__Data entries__
_ _ _ _ _ _ _

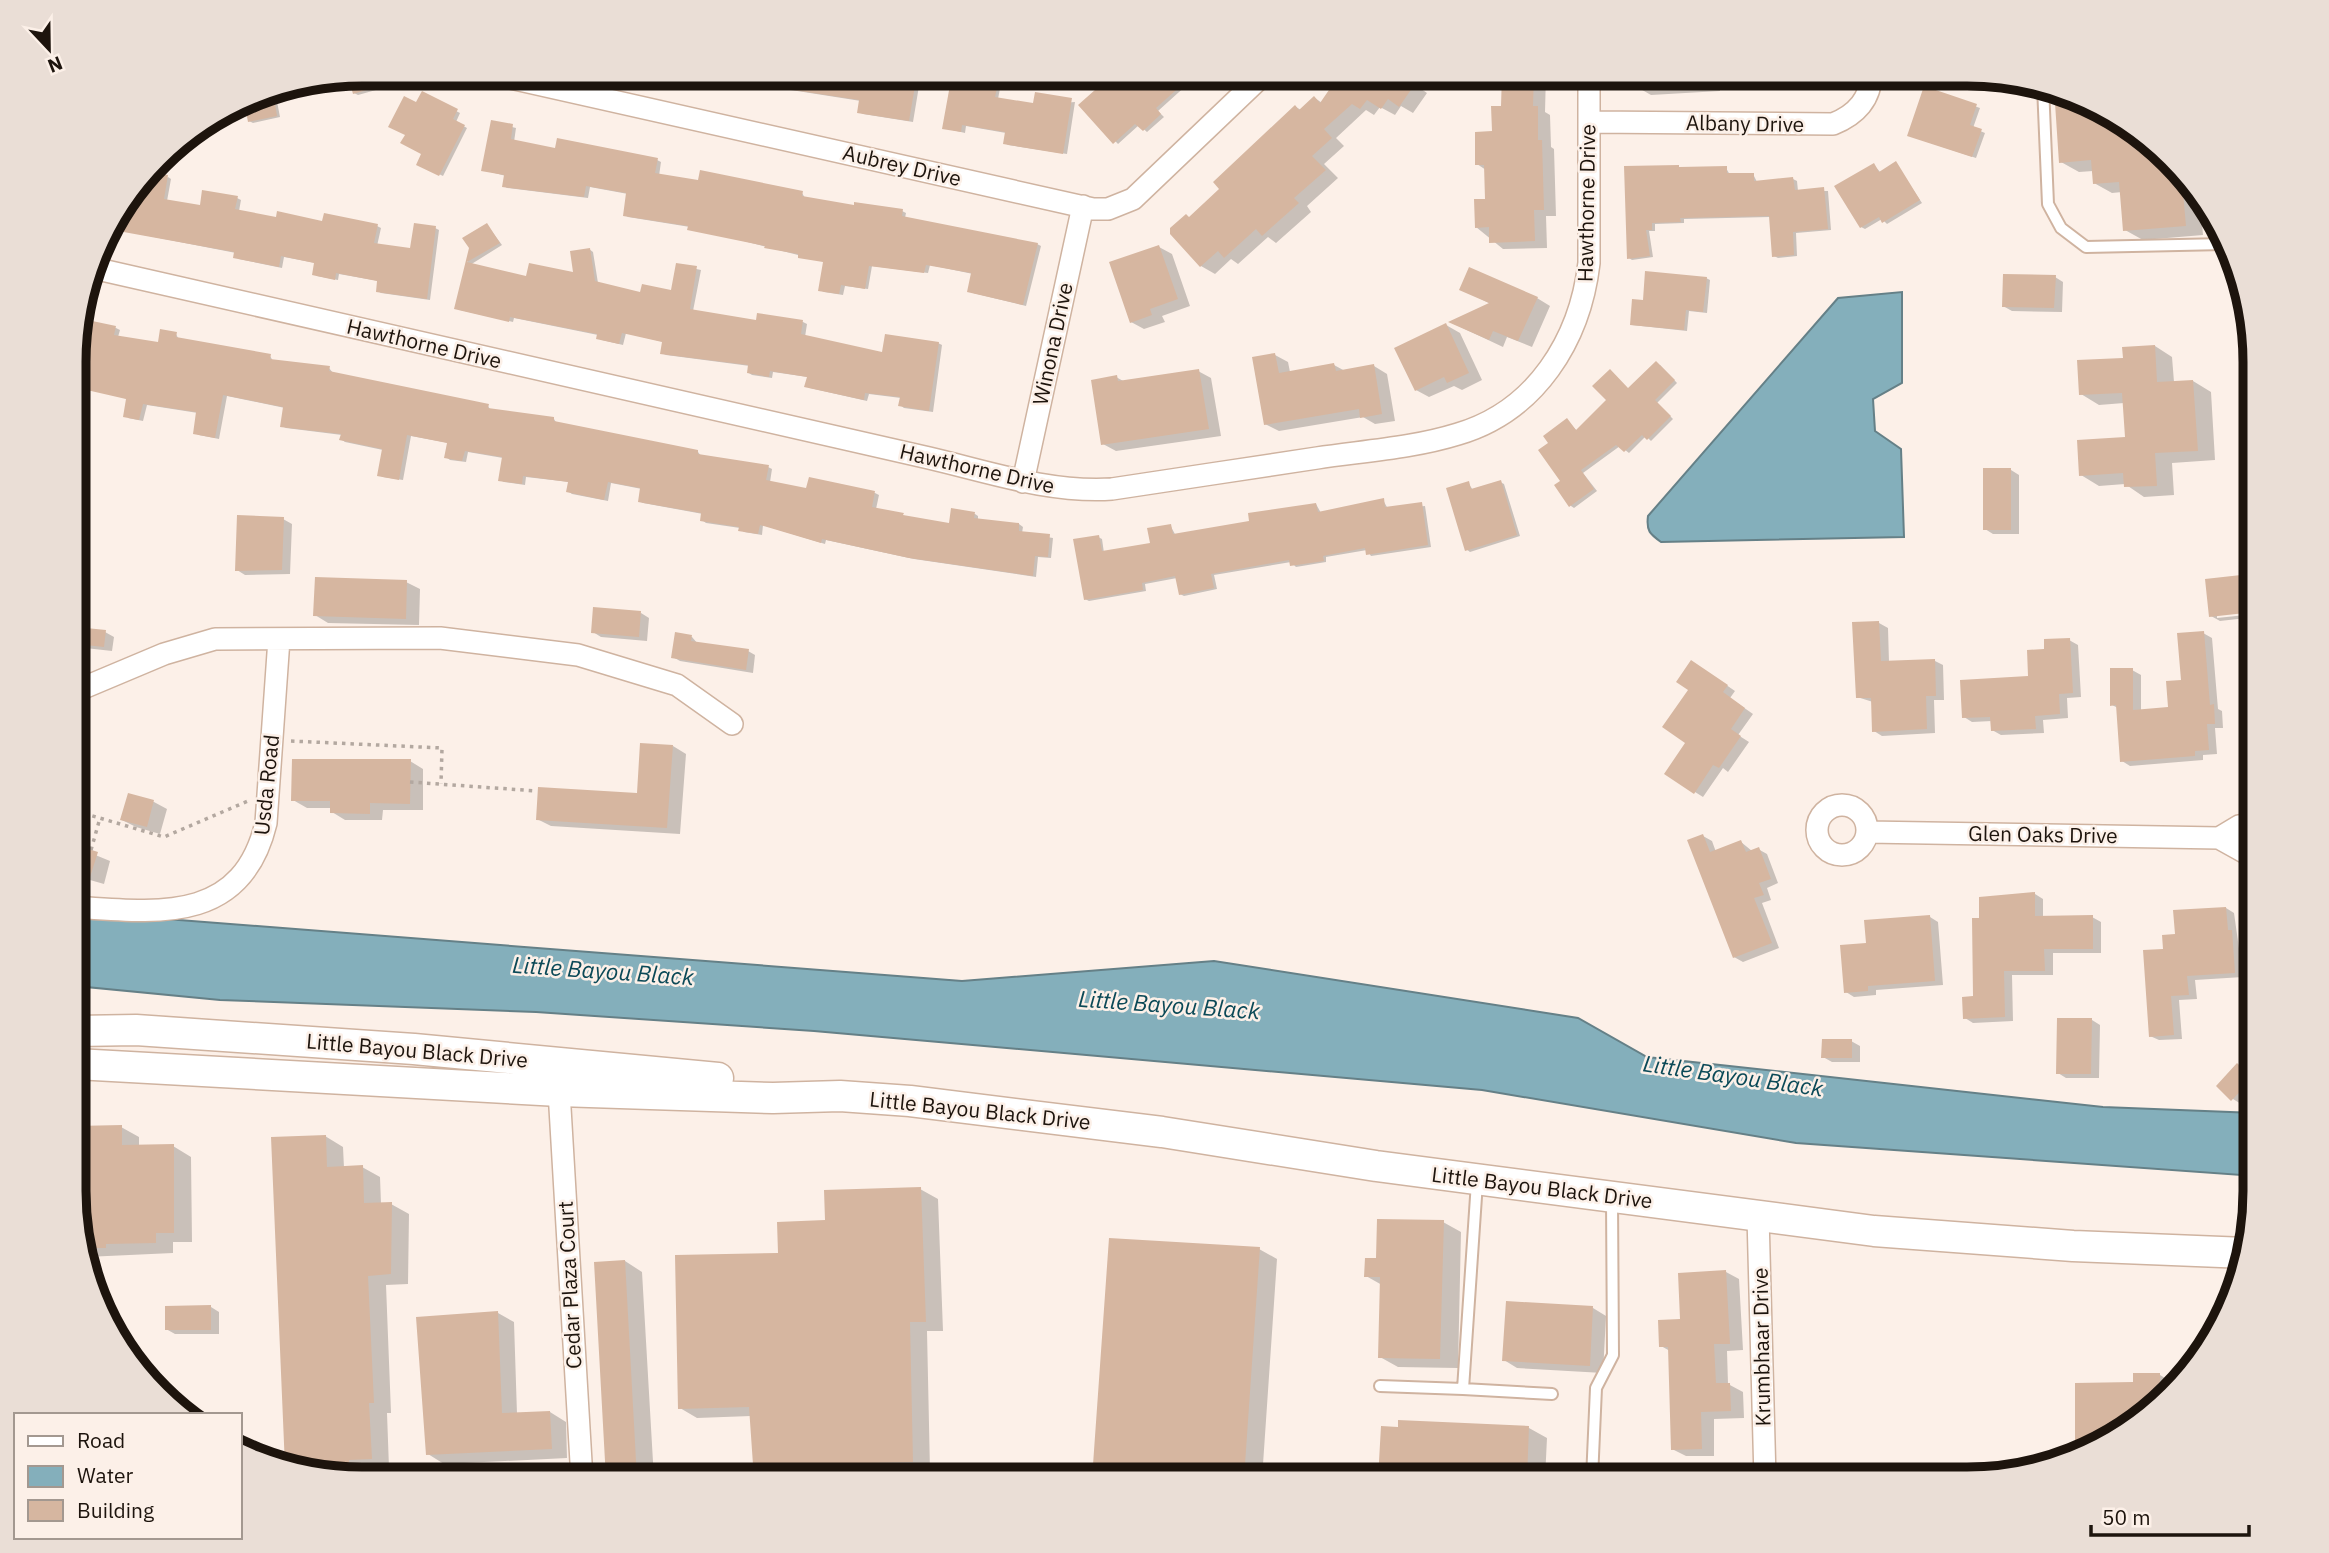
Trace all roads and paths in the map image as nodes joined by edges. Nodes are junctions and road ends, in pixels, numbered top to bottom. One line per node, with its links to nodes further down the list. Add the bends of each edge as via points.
1 (547, 86): 7 (street, Aubrey Drive)
2 (1251, 86): 7 (street, Aubrey Drive, via 1133,199 1108,209)
3 (1589, 86): 6 (street, Hawthorne Drive)
4 (1869, 86): 6 (street, Albany Drive, via 1857,111 1833,124)
5 (2043, 97): 8 (lane, via 2048,204 2061,228 2086,247)
6 (1589, 122): 10 (street, Hawthorne Drive, via 1589,263 1580,312 1572,335 1547,374 1498,416 1458,434 1422,442 1112,489 1073,490)
7 (1083, 206): 10 (street, Winona Drive)
8 (2217, 244)
9 (101, 270): 10 (street, Hawthorne Drive)
10 (1023, 482)
11 (279, 639): 12 (street, via 215,639 164,654); 13 (street, via 440,638 578,655 677,685); 14 (street, Usda Road)
12 (86, 687)
13 (732, 723)
14 (273, 740): 16 (path, via 442,748); 17 (street, Usda Road)
15 (410, 782): 16 (path)
16 (441, 784): 18 (path)
17 (270, 791): 20 (path, via 164,837); 26 (street, Usda Road, via 261,845 230,889 200,905 169,910)
18 (537, 791)
19 (86, 814): 20 (path)
20 (100, 818): 24 (path)
21 (2243, 826): 23 (street, Glen Oaks Drive)
22 (1867, 832): 23 (street, Glen Oaks Drive)
23 (2219, 838): 25 (street, Glen Oaks Drive)
24 (91, 850)
25 (2243, 851)
26 (86, 907)
27 (86, 1031): 30 (main road, Little Bayou Black Drive, via 136,1030 414,1049 784,1083)
28 (86, 1065): 29 (main road, Little Bayou Black Drive)
29 (559, 1091): 30 (main road, Little Bayou Black Drive); 38 (street, Cedar Plaza Court)
30 (840, 1096): 31 (main road, Little Bayou Black Drive, via 1162,1132)
31 (1478, 1179): 32 (main road, Little Bayou Black Drive); 36 (lane)
32 (1612, 1197): 33 (main road, Little Bayou Black Drive); 39 (lane, via 1613,1355 1596,1388)
33 (1758, 1216): 34 (main road, Little Bayou Black Drive, via 2024,1243); 40 (street, Krumbhaar Drive)
34 (2236, 1253)
35 (1380, 1386): 36 (lane)
36 (1464, 1389): 37 (lane)
37 (1552, 1394)
38 (581, 1467)
39 (1593, 1467)
40 (1765, 1467)

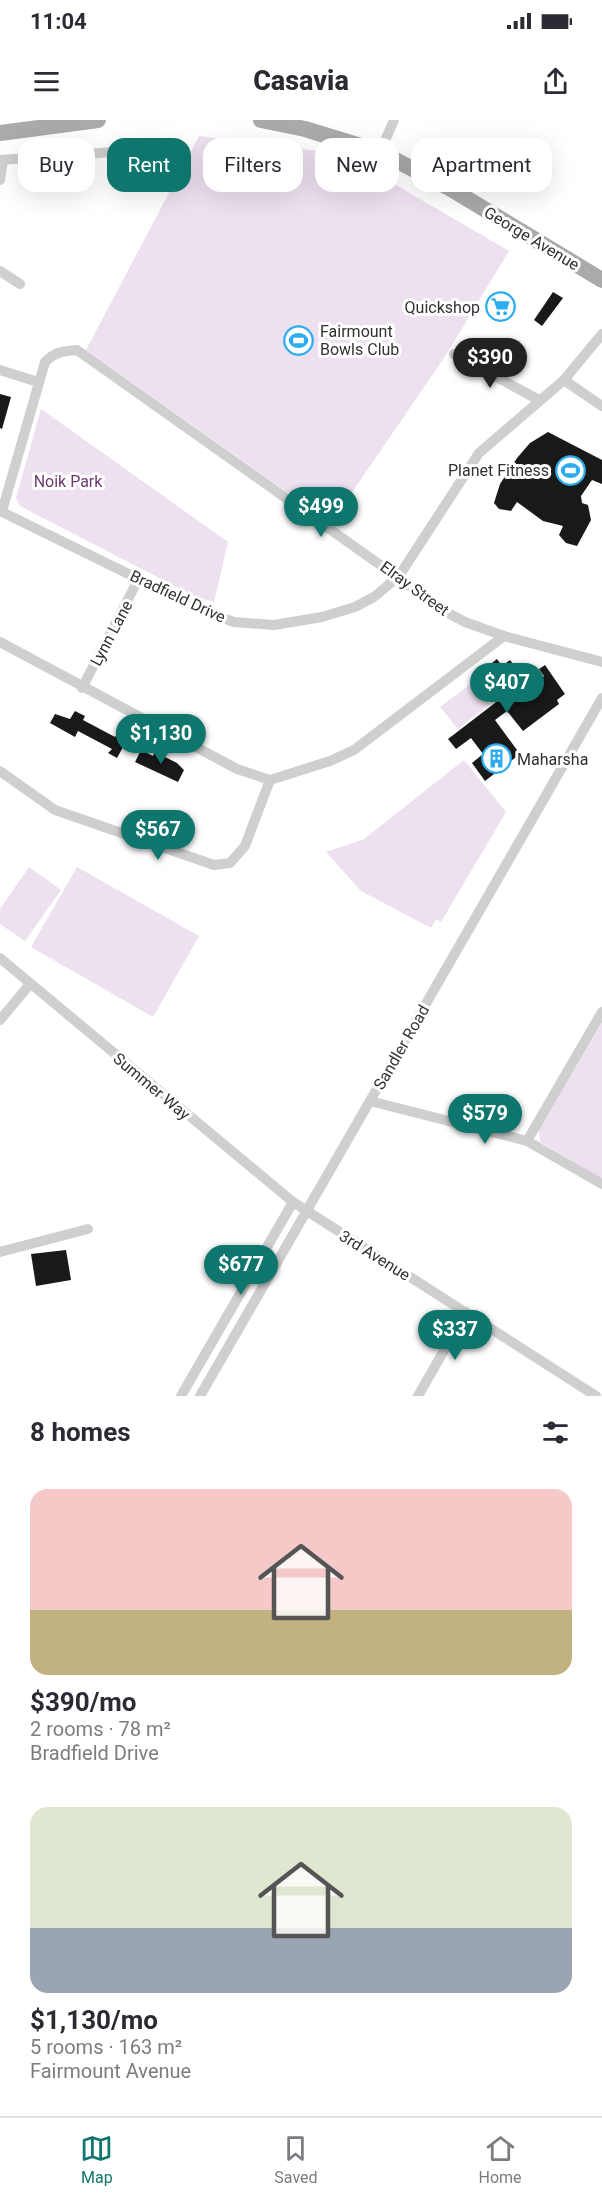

_ _ _ _ _ _ _

__Task to carry out__
The records above are to be copied exactly, without their pictures.

__Answer to this exercise__
Trace all roads and paths in the map image as nodes joined by edges. Nodes are junctions and road ends, in pixels, numbered top to bottom. One line per node, with its links to nodes further down the list. Add the bends of each edge as via points.
1 (547, 86): 7 (street, Aubrey Drive)
2 (1251, 86): 7 (street, Aubrey Drive, via 1133,199 1108,209)
3 (1589, 86): 6 (street, Hawthorne Drive)
4 (1869, 86): 6 (street, Albany Drive, via 1857,111 1833,124)
5 (2043, 97): 8 (lane, via 2048,204 2061,228 2086,247)
6 (1589, 122): 10 (street, Hawthorne Drive, via 1589,263 1580,312 1572,335 1547,374 1498,416 1458,434 1422,442 1112,489 1073,490)
7 (1083, 206): 10 (street, Winona Drive)
8 (2217, 244)
9 (101, 270): 10 (street, Hawthorne Drive)
10 (1023, 482)
11 (279, 639): 12 (street, via 215,639 164,654); 13 (street, via 440,638 578,655 677,685); 14 (street, Usda Road)
12 (86, 687)
13 (732, 723)
14 (273, 740): 16 (path, via 442,748); 17 (street, Usda Road)
15 (410, 782): 16 (path)
16 (441, 784): 18 (path)
17 (270, 791): 20 (path, via 164,837); 26 (street, Usda Road, via 261,845 230,889 200,905 169,910)
18 (537, 791)
19 (86, 814): 20 (path)
20 (100, 818): 24 (path)
21 (2243, 826): 23 (street, Glen Oaks Drive)
22 (1867, 832): 23 (street, Glen Oaks Drive)
23 (2219, 838): 25 (street, Glen Oaks Drive)
24 (91, 850)
25 (2243, 851)
26 (86, 907)
27 (86, 1031): 30 (main road, Little Bayou Black Drive, via 136,1030 414,1049 784,1083)
28 (86, 1065): 29 (main road, Little Bayou Black Drive)
29 (559, 1091): 30 (main road, Little Bayou Black Drive); 38 (street, Cedar Plaza Court)
30 (840, 1096): 31 (main road, Little Bayou Black Drive, via 1162,1132)
31 (1478, 1179): 32 (main road, Little Bayou Black Drive); 36 (lane)
32 (1612, 1197): 33 (main road, Little Bayou Black Drive); 39 (lane, via 1613,1355 1596,1388)
33 (1758, 1216): 34 (main road, Little Bayou Black Drive, via 2024,1243); 40 (street, Krumbhaar Drive)
34 (2236, 1253)
35 (1380, 1386): 36 (lane)
36 (1464, 1389): 37 (lane)
37 (1552, 1394)
38 (581, 1467)
39 (1593, 1467)
40 (1765, 1467)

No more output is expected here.